Perguntas frequentes sobre o Collie

O Collie é bom com as crianças?

Sim, é uma das raças mais recomendadas para famílias com crianças. É paciente, doce e protetora, quase uma ama natural. Como sempre, a convivência deve ser supervisionada e a criança deve ser ensinada a respeitar o cão.

Quanto cabelo solta um Collie?

Seu manto duplo solta o cabelo de forma contínua e realiza duas mudanças intensas por ano. Precisa de escovar várias vezes por semana (diariamente em muda) para mantê-lo saudável e reduzir o cabelo em casa.

Quanto tempo vive um Collie?

A sua expectativa de vida é de cerca de 12 a 14 anos, com boa alimentação, exercício e cuidados veterinários.

Qual é a sensibilidade ao medicamento (MDR1) do Collie?

É uma mutação genética frequente na raça que reduz a tolerância a certos medicamentos, como a ivermectina e alguns antiparasitários ou sedantes, podendo causar reações graves.

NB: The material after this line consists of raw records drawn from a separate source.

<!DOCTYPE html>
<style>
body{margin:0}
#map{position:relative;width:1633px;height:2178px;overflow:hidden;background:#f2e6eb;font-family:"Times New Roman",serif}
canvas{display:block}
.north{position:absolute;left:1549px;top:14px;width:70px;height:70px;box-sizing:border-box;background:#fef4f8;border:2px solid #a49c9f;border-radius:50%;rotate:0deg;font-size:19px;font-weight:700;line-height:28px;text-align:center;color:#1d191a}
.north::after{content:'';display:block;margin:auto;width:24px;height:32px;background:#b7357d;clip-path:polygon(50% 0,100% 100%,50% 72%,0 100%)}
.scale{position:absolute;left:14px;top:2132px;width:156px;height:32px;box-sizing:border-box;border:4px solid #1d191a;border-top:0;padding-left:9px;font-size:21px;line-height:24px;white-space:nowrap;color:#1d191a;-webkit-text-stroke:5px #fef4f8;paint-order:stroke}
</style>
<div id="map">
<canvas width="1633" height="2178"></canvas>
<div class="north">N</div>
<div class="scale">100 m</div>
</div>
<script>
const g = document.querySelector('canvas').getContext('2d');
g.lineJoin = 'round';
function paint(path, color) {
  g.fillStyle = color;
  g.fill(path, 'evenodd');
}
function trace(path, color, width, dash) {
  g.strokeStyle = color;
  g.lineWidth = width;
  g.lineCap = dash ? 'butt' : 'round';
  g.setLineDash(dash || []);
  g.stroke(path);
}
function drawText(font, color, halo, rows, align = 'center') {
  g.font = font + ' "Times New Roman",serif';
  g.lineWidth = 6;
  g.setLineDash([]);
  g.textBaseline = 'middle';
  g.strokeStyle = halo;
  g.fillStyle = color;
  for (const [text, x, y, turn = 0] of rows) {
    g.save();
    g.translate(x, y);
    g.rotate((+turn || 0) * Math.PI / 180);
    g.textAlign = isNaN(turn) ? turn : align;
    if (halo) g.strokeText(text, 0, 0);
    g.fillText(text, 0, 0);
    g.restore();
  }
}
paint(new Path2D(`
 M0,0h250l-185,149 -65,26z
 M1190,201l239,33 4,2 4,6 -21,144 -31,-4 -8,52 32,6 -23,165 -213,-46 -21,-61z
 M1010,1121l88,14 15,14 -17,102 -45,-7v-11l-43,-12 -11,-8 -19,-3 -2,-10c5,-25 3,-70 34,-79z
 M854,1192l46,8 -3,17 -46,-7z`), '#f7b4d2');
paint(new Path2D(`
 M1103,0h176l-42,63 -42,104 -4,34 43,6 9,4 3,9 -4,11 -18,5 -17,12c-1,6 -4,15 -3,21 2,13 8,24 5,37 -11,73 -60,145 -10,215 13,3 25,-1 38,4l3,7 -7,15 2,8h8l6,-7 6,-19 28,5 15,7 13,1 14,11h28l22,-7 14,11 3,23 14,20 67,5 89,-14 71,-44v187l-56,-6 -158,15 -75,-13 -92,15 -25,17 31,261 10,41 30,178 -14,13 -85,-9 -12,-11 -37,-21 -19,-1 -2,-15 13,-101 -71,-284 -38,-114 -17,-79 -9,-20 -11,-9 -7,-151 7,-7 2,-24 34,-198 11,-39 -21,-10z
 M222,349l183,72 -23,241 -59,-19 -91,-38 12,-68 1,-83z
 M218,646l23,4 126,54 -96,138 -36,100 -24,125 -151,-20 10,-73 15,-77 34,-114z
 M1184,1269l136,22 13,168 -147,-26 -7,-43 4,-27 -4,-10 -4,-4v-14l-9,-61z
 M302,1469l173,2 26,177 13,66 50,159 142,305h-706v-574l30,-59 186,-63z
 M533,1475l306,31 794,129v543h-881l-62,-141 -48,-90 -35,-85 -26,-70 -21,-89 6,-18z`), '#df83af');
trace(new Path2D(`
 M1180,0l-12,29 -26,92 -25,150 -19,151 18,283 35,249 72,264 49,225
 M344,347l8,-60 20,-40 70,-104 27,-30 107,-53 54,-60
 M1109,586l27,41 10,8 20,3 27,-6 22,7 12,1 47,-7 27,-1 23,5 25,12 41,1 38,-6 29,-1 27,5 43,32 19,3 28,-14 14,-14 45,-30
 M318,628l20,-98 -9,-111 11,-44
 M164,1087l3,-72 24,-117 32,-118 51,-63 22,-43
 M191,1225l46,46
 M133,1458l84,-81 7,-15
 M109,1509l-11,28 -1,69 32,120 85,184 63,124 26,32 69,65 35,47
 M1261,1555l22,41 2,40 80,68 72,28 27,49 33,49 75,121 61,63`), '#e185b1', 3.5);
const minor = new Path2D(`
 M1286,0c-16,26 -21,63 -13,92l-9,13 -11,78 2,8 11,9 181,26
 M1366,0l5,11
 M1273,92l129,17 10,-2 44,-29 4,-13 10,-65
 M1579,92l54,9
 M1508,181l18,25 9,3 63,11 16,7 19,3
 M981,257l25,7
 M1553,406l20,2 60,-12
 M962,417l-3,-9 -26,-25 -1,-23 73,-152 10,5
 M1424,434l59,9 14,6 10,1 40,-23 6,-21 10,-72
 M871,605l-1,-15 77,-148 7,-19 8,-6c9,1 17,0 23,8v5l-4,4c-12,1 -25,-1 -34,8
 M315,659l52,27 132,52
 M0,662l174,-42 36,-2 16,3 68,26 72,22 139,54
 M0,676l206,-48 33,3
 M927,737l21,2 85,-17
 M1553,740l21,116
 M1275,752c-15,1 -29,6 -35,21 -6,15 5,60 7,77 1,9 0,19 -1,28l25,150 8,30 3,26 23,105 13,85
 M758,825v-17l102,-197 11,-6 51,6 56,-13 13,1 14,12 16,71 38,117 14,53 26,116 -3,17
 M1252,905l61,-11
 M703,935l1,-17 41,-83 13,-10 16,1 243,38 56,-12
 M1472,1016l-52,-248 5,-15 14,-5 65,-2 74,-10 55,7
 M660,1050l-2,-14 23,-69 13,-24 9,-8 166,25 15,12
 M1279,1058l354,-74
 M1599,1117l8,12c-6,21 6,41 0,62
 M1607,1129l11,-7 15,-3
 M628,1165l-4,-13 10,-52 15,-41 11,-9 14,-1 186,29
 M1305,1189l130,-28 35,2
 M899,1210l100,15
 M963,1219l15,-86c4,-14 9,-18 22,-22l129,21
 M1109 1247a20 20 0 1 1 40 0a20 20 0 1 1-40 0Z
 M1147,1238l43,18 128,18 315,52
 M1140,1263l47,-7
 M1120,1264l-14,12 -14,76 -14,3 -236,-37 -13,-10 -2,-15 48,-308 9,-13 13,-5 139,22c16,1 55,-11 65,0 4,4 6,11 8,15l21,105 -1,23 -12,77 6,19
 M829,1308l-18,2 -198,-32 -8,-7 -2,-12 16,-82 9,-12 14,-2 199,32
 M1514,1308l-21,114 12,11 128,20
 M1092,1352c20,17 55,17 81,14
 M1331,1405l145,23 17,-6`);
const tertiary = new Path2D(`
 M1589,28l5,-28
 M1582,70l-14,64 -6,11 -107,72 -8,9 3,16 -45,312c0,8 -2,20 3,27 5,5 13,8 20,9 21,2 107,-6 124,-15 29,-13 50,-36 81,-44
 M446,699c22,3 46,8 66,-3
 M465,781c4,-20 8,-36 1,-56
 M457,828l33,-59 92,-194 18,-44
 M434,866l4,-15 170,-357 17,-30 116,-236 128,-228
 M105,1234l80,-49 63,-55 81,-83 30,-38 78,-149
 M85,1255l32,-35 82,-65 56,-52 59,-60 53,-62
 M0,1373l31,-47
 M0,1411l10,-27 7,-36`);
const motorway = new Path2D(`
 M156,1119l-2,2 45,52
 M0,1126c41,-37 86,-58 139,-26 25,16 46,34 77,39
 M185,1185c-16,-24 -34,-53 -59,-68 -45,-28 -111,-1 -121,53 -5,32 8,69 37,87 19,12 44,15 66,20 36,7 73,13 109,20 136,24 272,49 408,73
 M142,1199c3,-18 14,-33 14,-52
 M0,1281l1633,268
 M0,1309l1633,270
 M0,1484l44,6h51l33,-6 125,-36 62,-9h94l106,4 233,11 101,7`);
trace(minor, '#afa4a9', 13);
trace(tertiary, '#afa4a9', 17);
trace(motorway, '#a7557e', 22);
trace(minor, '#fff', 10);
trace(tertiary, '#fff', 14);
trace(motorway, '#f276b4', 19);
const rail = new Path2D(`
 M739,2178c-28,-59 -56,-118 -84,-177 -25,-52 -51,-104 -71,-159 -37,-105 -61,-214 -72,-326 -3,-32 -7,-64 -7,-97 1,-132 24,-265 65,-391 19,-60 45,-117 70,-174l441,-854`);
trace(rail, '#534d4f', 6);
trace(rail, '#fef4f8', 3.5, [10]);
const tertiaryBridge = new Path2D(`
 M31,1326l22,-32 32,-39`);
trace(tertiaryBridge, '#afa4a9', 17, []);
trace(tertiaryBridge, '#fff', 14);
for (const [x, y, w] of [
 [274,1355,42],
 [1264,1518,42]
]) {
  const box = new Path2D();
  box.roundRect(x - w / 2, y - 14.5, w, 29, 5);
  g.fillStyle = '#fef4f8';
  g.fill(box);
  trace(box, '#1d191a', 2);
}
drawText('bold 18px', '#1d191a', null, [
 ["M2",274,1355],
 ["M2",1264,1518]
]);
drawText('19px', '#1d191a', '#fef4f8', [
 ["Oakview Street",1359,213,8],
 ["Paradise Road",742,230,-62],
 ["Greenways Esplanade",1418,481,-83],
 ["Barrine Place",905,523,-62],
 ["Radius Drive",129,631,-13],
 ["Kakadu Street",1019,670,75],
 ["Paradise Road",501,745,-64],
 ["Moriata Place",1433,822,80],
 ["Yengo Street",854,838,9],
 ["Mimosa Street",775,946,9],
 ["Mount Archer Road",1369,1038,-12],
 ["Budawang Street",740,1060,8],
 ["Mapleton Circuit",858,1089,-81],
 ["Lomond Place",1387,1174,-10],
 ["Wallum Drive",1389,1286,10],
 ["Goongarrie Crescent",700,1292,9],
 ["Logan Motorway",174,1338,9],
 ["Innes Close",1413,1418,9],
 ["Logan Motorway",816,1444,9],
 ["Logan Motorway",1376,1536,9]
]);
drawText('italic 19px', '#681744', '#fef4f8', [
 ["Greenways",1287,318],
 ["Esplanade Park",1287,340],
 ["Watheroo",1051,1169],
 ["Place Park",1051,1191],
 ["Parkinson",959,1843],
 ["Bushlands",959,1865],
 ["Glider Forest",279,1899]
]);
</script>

O Collie pode viver num apartamento?

Sim, desde que receba caminhadas e exercício diários suficientes, é calmo dentro de casa, mas é preciso controlar a sua tendência a ladrar quando está aborrecido e evitar deixá-lo sozinho por muitas horas.

É difícil educar?

Ao contrário: é um dos cães mais fáceis de treinar. Muito inteligente e desejoso de agradar, aprende rapidamente com reforço positivo. Por sua sensibilidade, é preciso evitar métodos duros, que o afetam mais do que outras raças.

Qual é a diferença entre o Collie de cabelo comprido e o de cabelo curto?

São praticamente a mesma raça; apenas diferem no comprimento do pêlo. O de cabelo comprido (Rough) usa o espetacular manto e pêlo de Lassie; o de cabelo curto (Smooth) é idêntico em tudo o resto e mais confortável de manter.

O Collie é um bom cão de guarda?

Funciona melhor como cão de alarme do que como cão de guarda. É atento e avisa com latidos do que está acontecendo, mas seu caráter é nobre e pouco agressivo, por isso não é um guarda dissuasivo para uso.